**TASK**
Tally the lines below that contain "Marcos". The number is the whole answer.

**GIVEN INFORMATION**
++++
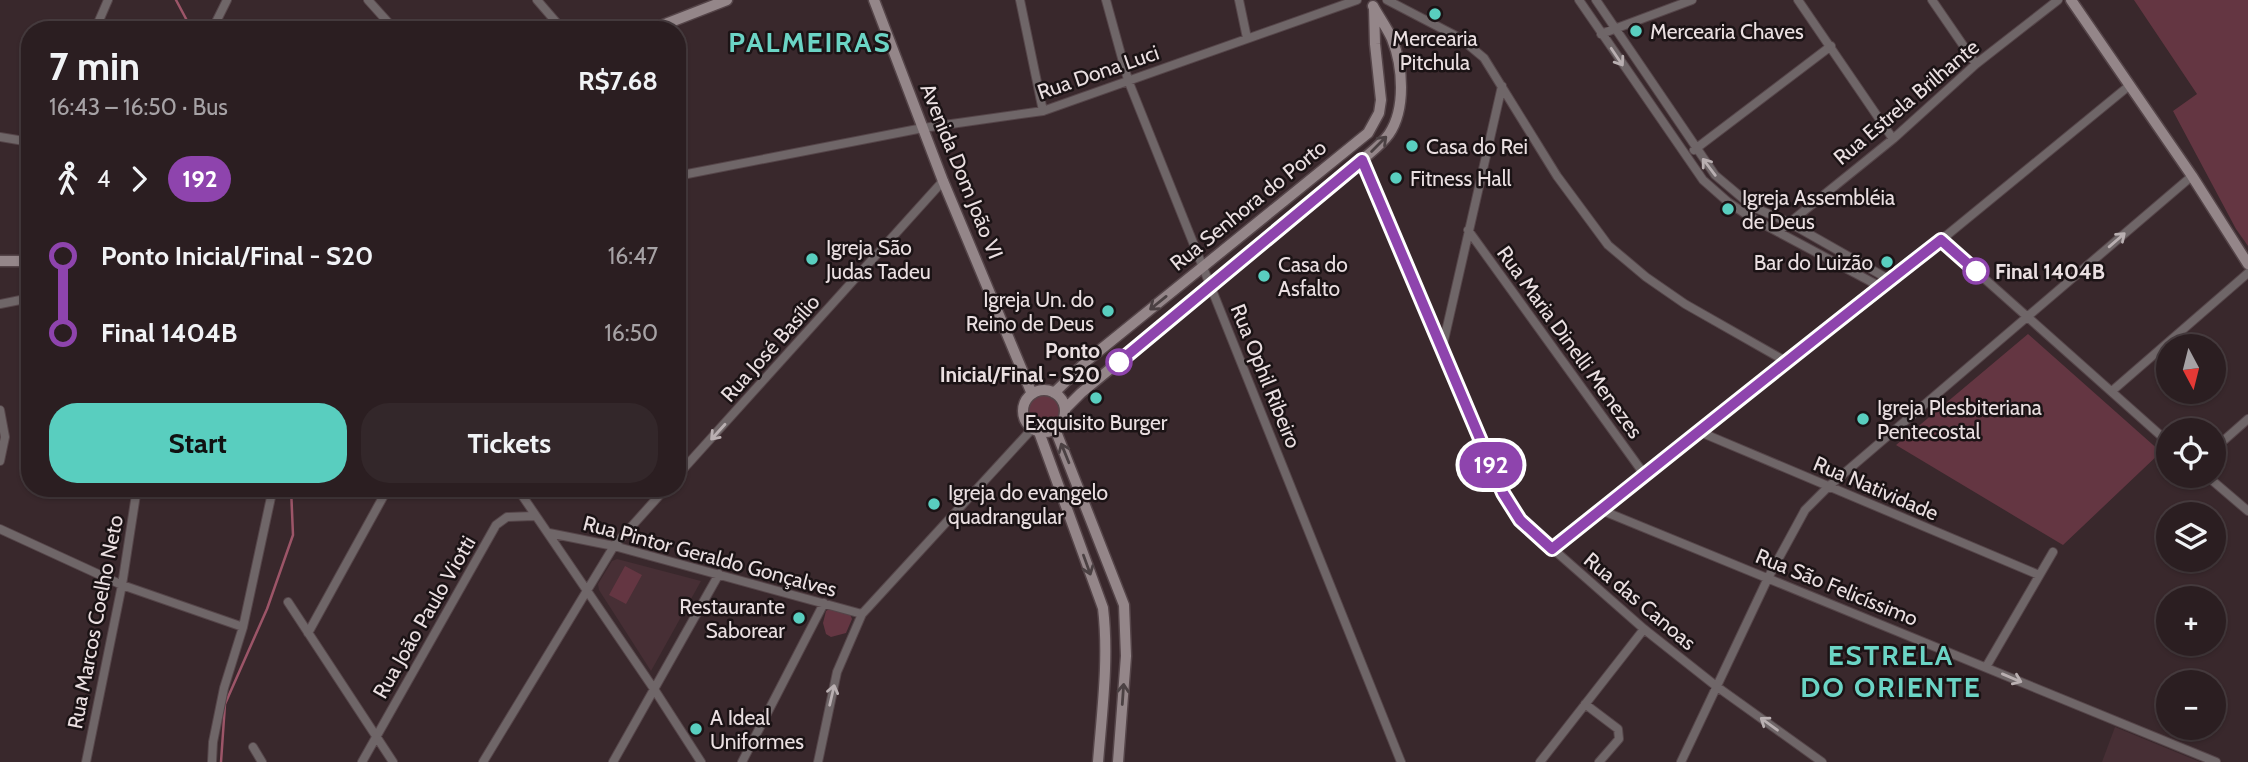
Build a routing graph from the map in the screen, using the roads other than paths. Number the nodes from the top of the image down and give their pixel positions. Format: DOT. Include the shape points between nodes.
graph roads {
  1 [pos="108,0"];
  2 [pos="227,0"];
  3 [pos="368,0"];
  4 [pos="537,0"];
  5 [pos="727,0"];
  6 [pos="874,0"];
  7 [pos="1021,0"];
  8 [pos="1105,0"];
  9 [pos="1239,0"];
  10 [pos="1357,0"];
  11 [pos="1387,0"];
  12 [pos="1579,0"];
  13 [pos="1596,0"];
  14 [pos="1692,0"];
  15 [pos="1798,0"];
  16 [pos="1932,0"];
  17 [pos="2058,0"];
  18 [pos="2071,0"];
  19 [pos="1373,3"];
  20 [pos="99,21"];
  21 [pos="216,21"];
  22 [pos="388,21"];
  23 [pos="555,21"];
  24 [pos="673,21"];
  25 [pos="1615,28"];
  26 [pos="1601,34"];
  27 [pos="1247,38"];
  28 [pos="1831,46"];
  29 [pos="1976,64"];
  30 [pos="1128,80"];
  31 [pos="2130,85"];
  32 [pos="1502,86"];
  33 [pos="1042,111"];
  34 [pos="923,128"];
  35 [pos="0,137"];
  36 [pos="1893,139"];
  37 [pos="21,140"];
  38 [pos="1696,149"];
  39 [pos="1685,157"];
  40 [pos="1362,160"];
  41 [pos="686,174"];
  42 [pos="2192,176"];
  43 [pos="943,181"];
  44 [pos="1788,222"];
  45 [pos="1468,230"];
  46 [pos="1778,232"];
  47 [pos="1941,240"];
  48 [pos="0,261"];
  49 [pos="21,261"];
  50 [pos="2248,264"];
  51 [pos="1204,265"];
  52 [pos="2248,272"];
  53 [pos="1890,279"];
  54 [pos="1212,286"];
  55 [pos="1881,287"];
  56 [pos="21,300"];
  57 [pos="0,304"];
  58 [pos="2028,316"];
  59 [pos="1442,349"];
  60 [pos="1787,362"];
  61 [pos="2112,391"];
  62 [pos="1054,393"];
  63 [pos="1032,394"];
  64 [pos="1065,409"];
  65 [pos="0,410"];
  66 [pos="2248,419"];
  67 [pos="1055,429"];
  68 [pos="1036,430"];
  69 [pos="2156,431"];
  70 [pos="1700,432"];
  71 [pos="3,438"];
  72 [pos="2226,438"];
  73 [pos="0,461"];
  74 [pos="686,466"];
  75 [pos="1644,474"];
  76 [pos="1828,487"];
  77 [pos="2221,488"];
  78 [pos="135,497"];
  79 [pos="271,497"];
  80 [pos="383,497"];
  81 [pos="522,497"];
  82 [pos="658,497"];
  83 [pos="1601,510"];
  84 [pos="2248,511"];
  85 [pos="534,516"];
  86 [pos="0,529"];
  87 [pos="549,533"];
  88 [pos="614,546"];
  89 [pos="1552,549"];
  90 [pos="2053,552"];
  91 [pos="719,574"];
  92 [pos="2039,575"];
  93 [pos="1768,578"];
  94 [pos="121,585"];
  95 [pos="587,589"];
  96 [pos="288,602"];
  97 [pos="824,603"];
  98 [pos="862,614"];
  99 [pos="243,627"];
  100 [pos="1644,629"];
  101 [pos="308,633"];
  102 [pos="1986,667"];
  103 [pos="1716,686"];
  104 [pos="654,689"];
  105 [pos="1585,704"];
  106 [pos="376,736"];
  107 [pos="253,747"];
  108 [pos="86,762"];
  109 [pos="212,762"];
  110 [pos="262,762"];
  111 [pos="362,762"];
  112 [pos="393,762"];
  113 [pos="483,762"];
  114 [pos="613,762"];
  115 [pos="701,762"];
  116 [pos="741,762"];
  117 [pos="818,762"];
  118 [pos="1098,762"];
  119 [pos="1118,762"];
  120 [pos="1401,762"];
  121 [pos="1540,762"];
  122 [pos="1599,762"];
  123 [pos="1681,762"];
  124 [pos="1822,762"];
  125 [pos="2216,762"];
  1 -- 20 [label="street"];
  2 -- 21 [label="street"];
  3 -- 22 [label="street"];
  4 -- 23 [label="street"];
  5 -- 24 [label="street"];
  6 -- 34 [label="street, Avenida Dom João VI"];
  7 -- 33 [label="street"];
  8 -- 30 [label="street, Rua Ophil Ribeiro"];
  9 -- 27 [label="street"];
  10 -- 27 [label="street, Rua Dona Luci"];
  11 -- 32 [label="street" via="1460,38 1485,58"];
  12 -- 26 [label="street"];
  13 -- 25 [label="street"];
  14 -- 25 [label="street"];
  15 -- 28 [label="street"];
  16 -- 29 [label="street"];
  17 -- 29 [label="street, Rua Estrela Brilhante"];
  18 -- 31 [label="street"];
  40 -- 19 [label="street, Rua Senhora do Porto, one-way" via="1390,132 1401,103 1392,41"];
  19 -- 51 [label="street, Rua Senhora do Porto" via="1381,100 1374,124"];
  25 -- 26 [label="street"];
  25 -- 38 [label="street"];
  26 -- 39 [label="street, one-way"];
  27 -- 30 [label="street, Rua Dona Luci"];
  28 -- 36 [label="street"];
  28 -- 38 [label="street"];
  29 -- 36 [label="street, Rua Estrela Brilhante"];
  30 -- 33 [label="street, Rua Dona Luci"];
  30 -- 51 [label="street, Rua Ophil Ribeiro"];
  31 -- 42 [label="street"];
  31 -- 47 [label="street"];
  32 -- 45 [label="street"];
  32 -- 60 [label="street" via="1557,176 1608,245 1685,304"];
  33 -- 34 [label="street, Rua Dona Luci"];
  34 -- 41 [label="street, Rua Dona Luci"];
  34 -- 43 [label="street, Avenida Dom João VI"];
  35 -- 37 [label="street"];
  36 -- 44 [label="street, Rua Estrela Brilhante"];
  38 -- 39 [label="street"];
  44 -- 38 [label="street, one-way" via="1737,195"];
  39 -- 46 [label="street" via="1728,202"];
  40 -- 54 [label="street, Rua Senhora do Porto"];
  40 -- 59 [label="street, Rua das Canoas"];
  42 -- 50 [label="street"];
  58 -- 42 [label="street, one-way"];
  43 -- 63 [label="street, Avenida Dom João VI"];
  43 -- 74 [label="street, Rua José Basílio, one-way"];
  44 -- 46 [label="street, Rua Estrela Brilhante"];
  44 -- 53 [label="street"];
  45 -- 59 [label="street"];
  45 -- 75 [label="street, Rua Maria Dinelli Menezes"];
  46 -- 55 [label="street"];
  47 -- 53 [label="street"];
  47 -- 58 [label="street"];
  48 -- 49 [label="street"];
  51 -- 54 [label="street, Rua Ophil Ribeiro"];
  51 -- 62 [label="street, Rua Senhora do Porto, one-way"];
  52 -- 61 [label="street"];
  53 -- 55 [label="street"];
  54 -- 64 [label="street, Rua Senhora do Porto"];
  54 -- 120 [label="street, Rua Ophil Ribeiro"];
  55 -- 60 [label="street"];
  56 -- 57 [label="street"];
  58 -- 61 [label="street"];
  58 -- 76 [label="street"];
  59 -- 89 [label="street, Rua das Canoas" via="1503,493 1520,520"];
  60 -- 70 [label="street"];
  61 -- 69 [label="street"];
  62 -- 63 [label="street"];
  62 -- 64 [label="street"];
  63 -- 68 [label="street" via="1023,411 1025,421"];
  64 -- 67 [label="street"];
  65 -- 71 [label="street"];
  66 -- 72 [label="street"];
  67 -- 68 [label="street"];
  119 -- 67 [label="street, one-way" via="1126,656 1124,605"];
  68 -- 98 [label="street"];
  68 -- 118 [label="street, one-way" via="1103,608 1106,634"];
  70 -- 75 [label="street"];
  70 -- 76 [label="street, Rua Natividade"];
  71 -- 73 [label="street"];
  75 -- 83 [label="street"];
  76 -- 92 [label="street, Rua Natividade"];
  76 -- 93 [label="street" via="1805,510"];
  77 -- 84 [label="street"];
  78 -- 94 [label="street, Rua Marcos Coelho Neto"];
  79 -- 99 [label="street"];
  80 -- 101 [label="street"];
  81 -- 85 [label="street"];
  82 -- 88 [label="street"];
  83 -- 89 [label="street"];
  83 -- 93 [label="street, Rua São Felicíssimo"];
  85 -- 87 [label="street"];
  85 -- 106 [label="street, Rua João Paulo Viotti" via="508,517 496,525"];
  86 -- 94 [label="street"];
  87 -- 88 [label="street, Rua Pintor Geraldo Gonçalves"];
  87 -- 95 [label="street"];
  88 -- 91 [label="street, Rua Pintor Geraldo Gonçalves"];
  88 -- 95 [label="street"];
  89 -- 100 [label="street, Rua das Canoas"];
  90 -- 92 [label="street"];
  91 -- 97 [label="street, Rua Pintor Geraldo Gonçalves"];
  91 -- 104 [label="street"];
  92 -- 102 [label="street"];
  93 -- 102 [label="street, Rua São Felicíssimo"];
  93 -- 103 [label="street"];
  94 -- 99 [label="street"];
  94 -- 108 [label="street, Rua Marcos Coelho Neto"];
  95 -- 104 [label="street"];
  95 -- 113 [label="street"];
  96 -- 101 [label="street"];
  97 -- 98 [label="street, Rua Pintor Geraldo Gonçalves"];
  97 -- 116 [label="street"];
  117 -- 98 [label="street, one-way" via="837,672"];
  99 -- 109 [label="street" via="224,688"];
  100 -- 103 [label="street, Rua das Canoas"];
  100 -- 105 [label="street"];
  101 -- 106 [label="street"];
  102 -- 125 [label="street, Rua São Felicíssimo, one-way"];
  103 -- 123 [label="street"];
  124 -- 103 [label="street, Rua das Canoas, one-way"];
  104 -- 114 [label="street"];
  104 -- 115 [label="street"];
  105 -- 121 [label="street"];
  105 -- 122 [label="street" via="1618,729 1619,739"];
  106 -- 111 [label="street, Rua João Paulo Viotti"];
  106 -- 112 [label="street"];
  107 -- 110 [label="street"];
}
++++
**REPLY**
2